- [Work instructions] When responding, copy every record below exactly as it appears.
*** Opening of Records shown ***
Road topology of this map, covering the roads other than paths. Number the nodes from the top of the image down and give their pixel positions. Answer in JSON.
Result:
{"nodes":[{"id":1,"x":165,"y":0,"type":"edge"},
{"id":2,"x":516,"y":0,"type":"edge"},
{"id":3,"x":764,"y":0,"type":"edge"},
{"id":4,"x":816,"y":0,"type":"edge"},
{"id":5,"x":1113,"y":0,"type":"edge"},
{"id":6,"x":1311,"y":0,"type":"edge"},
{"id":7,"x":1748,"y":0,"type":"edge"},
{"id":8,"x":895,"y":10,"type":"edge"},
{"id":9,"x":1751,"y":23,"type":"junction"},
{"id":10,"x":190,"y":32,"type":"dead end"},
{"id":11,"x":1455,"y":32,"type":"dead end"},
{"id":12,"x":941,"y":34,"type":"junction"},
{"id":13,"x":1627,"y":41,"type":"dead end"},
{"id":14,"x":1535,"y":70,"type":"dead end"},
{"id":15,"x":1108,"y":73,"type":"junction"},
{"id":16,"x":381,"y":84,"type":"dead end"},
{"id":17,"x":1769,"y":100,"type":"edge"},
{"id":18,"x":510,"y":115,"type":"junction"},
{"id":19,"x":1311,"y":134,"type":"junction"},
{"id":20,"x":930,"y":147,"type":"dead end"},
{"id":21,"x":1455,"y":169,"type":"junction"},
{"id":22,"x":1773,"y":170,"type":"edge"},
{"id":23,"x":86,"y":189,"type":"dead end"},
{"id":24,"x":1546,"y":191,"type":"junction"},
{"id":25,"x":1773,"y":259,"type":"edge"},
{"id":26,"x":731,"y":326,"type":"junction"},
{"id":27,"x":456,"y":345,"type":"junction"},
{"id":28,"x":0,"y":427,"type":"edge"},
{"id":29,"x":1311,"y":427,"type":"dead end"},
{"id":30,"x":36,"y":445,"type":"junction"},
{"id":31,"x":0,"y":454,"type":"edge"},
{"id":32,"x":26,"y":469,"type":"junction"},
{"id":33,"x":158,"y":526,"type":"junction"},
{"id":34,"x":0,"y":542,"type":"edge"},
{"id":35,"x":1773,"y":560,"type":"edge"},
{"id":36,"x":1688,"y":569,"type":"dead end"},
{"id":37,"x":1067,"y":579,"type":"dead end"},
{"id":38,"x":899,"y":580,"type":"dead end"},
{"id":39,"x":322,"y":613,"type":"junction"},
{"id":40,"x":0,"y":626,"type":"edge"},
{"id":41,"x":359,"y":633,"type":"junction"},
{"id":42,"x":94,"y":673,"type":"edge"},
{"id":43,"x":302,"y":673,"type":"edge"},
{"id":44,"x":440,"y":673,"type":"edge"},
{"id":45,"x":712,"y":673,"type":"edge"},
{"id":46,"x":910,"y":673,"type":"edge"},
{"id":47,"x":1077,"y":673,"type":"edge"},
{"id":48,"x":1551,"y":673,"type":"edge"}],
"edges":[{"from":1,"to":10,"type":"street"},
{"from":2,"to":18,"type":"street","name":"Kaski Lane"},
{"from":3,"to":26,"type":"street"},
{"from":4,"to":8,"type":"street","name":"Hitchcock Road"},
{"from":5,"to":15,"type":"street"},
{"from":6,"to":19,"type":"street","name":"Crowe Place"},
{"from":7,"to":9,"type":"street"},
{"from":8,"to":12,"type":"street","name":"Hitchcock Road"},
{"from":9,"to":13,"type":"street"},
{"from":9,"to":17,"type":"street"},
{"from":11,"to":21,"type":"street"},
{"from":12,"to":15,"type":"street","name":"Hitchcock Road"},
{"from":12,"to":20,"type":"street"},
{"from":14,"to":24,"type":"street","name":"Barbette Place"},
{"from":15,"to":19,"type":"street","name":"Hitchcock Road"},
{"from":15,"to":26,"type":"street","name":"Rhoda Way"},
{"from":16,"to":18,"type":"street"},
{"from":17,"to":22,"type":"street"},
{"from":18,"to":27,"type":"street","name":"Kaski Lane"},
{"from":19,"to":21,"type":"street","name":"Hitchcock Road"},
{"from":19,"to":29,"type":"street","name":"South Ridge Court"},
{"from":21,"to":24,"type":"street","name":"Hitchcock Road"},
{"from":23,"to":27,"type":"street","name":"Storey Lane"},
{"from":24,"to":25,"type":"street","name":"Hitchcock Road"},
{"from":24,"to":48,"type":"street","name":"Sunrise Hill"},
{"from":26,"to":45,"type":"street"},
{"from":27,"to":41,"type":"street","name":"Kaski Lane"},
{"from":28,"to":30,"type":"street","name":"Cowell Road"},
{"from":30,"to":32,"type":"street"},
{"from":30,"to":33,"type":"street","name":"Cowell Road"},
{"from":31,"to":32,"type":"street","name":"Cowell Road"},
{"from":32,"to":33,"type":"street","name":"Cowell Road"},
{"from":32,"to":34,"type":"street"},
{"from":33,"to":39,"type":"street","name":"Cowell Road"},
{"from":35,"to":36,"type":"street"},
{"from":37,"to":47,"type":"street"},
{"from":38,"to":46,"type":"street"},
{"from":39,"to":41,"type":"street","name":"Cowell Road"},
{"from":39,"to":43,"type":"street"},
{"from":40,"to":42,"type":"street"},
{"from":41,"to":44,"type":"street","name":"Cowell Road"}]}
*** Close of Records shown ***
- [Written response]
Road topology of this map, covering the roads other than paths. Number the nodes from the top of the image down and give their pixel positions. Answer in JSON.
Result:
{"nodes":[{"id":1,"x":165,"y":0,"type":"edge"},
{"id":2,"x":516,"y":0,"type":"edge"},
{"id":3,"x":764,"y":0,"type":"edge"},
{"id":4,"x":816,"y":0,"type":"edge"},
{"id":5,"x":1113,"y":0,"type":"edge"},
{"id":6,"x":1311,"y":0,"type":"edge"},
{"id":7,"x":1748,"y":0,"type":"edge"},
{"id":8,"x":895,"y":10,"type":"edge"},
{"id":9,"x":1751,"y":23,"type":"junction"},
{"id":10,"x":190,"y":32,"type":"dead end"},
{"id":11,"x":1455,"y":32,"type":"dead end"},
{"id":12,"x":941,"y":34,"type":"junction"},
{"id":13,"x":1627,"y":41,"type":"dead end"},
{"id":14,"x":1535,"y":70,"type":"dead end"},
{"id":15,"x":1108,"y":73,"type":"junction"},
{"id":16,"x":381,"y":84,"type":"dead end"},
{"id":17,"x":1769,"y":100,"type":"edge"},
{"id":18,"x":510,"y":115,"type":"junction"},
{"id":19,"x":1311,"y":134,"type":"junction"},
{"id":20,"x":930,"y":147,"type":"dead end"},
{"id":21,"x":1455,"y":169,"type":"junction"},
{"id":22,"x":1773,"y":170,"type":"edge"},
{"id":23,"x":86,"y":189,"type":"dead end"},
{"id":24,"x":1546,"y":191,"type":"junction"},
{"id":25,"x":1773,"y":259,"type":"edge"},
{"id":26,"x":731,"y":326,"type":"junction"},
{"id":27,"x":456,"y":345,"type":"junction"},
{"id":28,"x":0,"y":427,"type":"edge"},
{"id":29,"x":1311,"y":427,"type":"dead end"},
{"id":30,"x":36,"y":445,"type":"junction"},
{"id":31,"x":0,"y":454,"type":"edge"},
{"id":32,"x":26,"y":469,"type":"junction"},
{"id":33,"x":158,"y":526,"type":"junction"},
{"id":34,"x":0,"y":542,"type":"edge"},
{"id":35,"x":1773,"y":560,"type":"edge"},
{"id":36,"x":1688,"y":569,"type":"dead end"},
{"id":37,"x":1067,"y":579,"type":"dead end"},
{"id":38,"x":899,"y":580,"type":"dead end"},
{"id":39,"x":322,"y":613,"type":"junction"},
{"id":40,"x":0,"y":626,"type":"edge"},
{"id":41,"x":359,"y":633,"type":"junction"},
{"id":42,"x":94,"y":673,"type":"edge"},
{"id":43,"x":302,"y":673,"type":"edge"},
{"id":44,"x":440,"y":673,"type":"edge"},
{"id":45,"x":712,"y":673,"type":"edge"},
{"id":46,"x":910,"y":673,"type":"edge"},
{"id":47,"x":1077,"y":673,"type":"edge"},
{"id":48,"x":1551,"y":673,"type":"edge"}],
"edges":[{"from":1,"to":10,"type":"street"},
{"from":2,"to":18,"type":"street","name":"Kaski Lane"},
{"from":3,"to":26,"type":"street"},
{"from":4,"to":8,"type":"street","name":"Hitchcock Road"},
{"from":5,"to":15,"type":"street"},
{"from":6,"to":19,"type":"street","name":"Crowe Place"},
{"from":7,"to":9,"type":"street"},
{"from":8,"to":12,"type":"street","name":"Hitchcock Road"},
{"from":9,"to":13,"type":"street"},
{"from":9,"to":17,"type":"street"},
{"from":11,"to":21,"type":"street"},
{"from":12,"to":15,"type":"street","name":"Hitchcock Road"},
{"from":12,"to":20,"type":"street"},
{"from":14,"to":24,"type":"street","name":"Barbette Place"},
{"from":15,"to":19,"type":"street","name":"Hitchcock Road"},
{"from":15,"to":26,"type":"street","name":"Rhoda Way"},
{"from":16,"to":18,"type":"street"},
{"from":17,"to":22,"type":"street"},
{"from":18,"to":27,"type":"street","name":"Kaski Lane"},
{"from":19,"to":21,"type":"street","name":"Hitchcock Road"},
{"from":19,"to":29,"type":"street","name":"South Ridge Court"},
{"from":21,"to":24,"type":"street","name":"Hitchcock Road"},
{"from":23,"to":27,"type":"street","name":"Storey Lane"},
{"from":24,"to":25,"type":"street","name":"Hitchcock Road"},
{"from":24,"to":48,"type":"street","name":"Sunrise Hill"},
{"from":26,"to":45,"type":"street"},
{"from":27,"to":41,"type":"street","name":"Kaski Lane"},
{"from":28,"to":30,"type":"street","name":"Cowell Road"},
{"from":30,"to":32,"type":"street"},
{"from":30,"to":33,"type":"street","name":"Cowell Road"},
{"from":31,"to":32,"type":"street","name":"Cowell Road"},
{"from":32,"to":33,"type":"street","name":"Cowell Road"},
{"from":32,"to":34,"type":"street"},
{"from":33,"to":39,"type":"street","name":"Cowell Road"},
{"from":35,"to":36,"type":"street"},
{"from":37,"to":47,"type":"street"},
{"from":38,"to":46,"type":"street"},
{"from":39,"to":41,"type":"street","name":"Cowell Road"},
{"from":39,"to":43,"type":"street"},
{"from":40,"to":42,"type":"street"},
{"from":41,"to":44,"type":"street","name":"Cowell Road"}]}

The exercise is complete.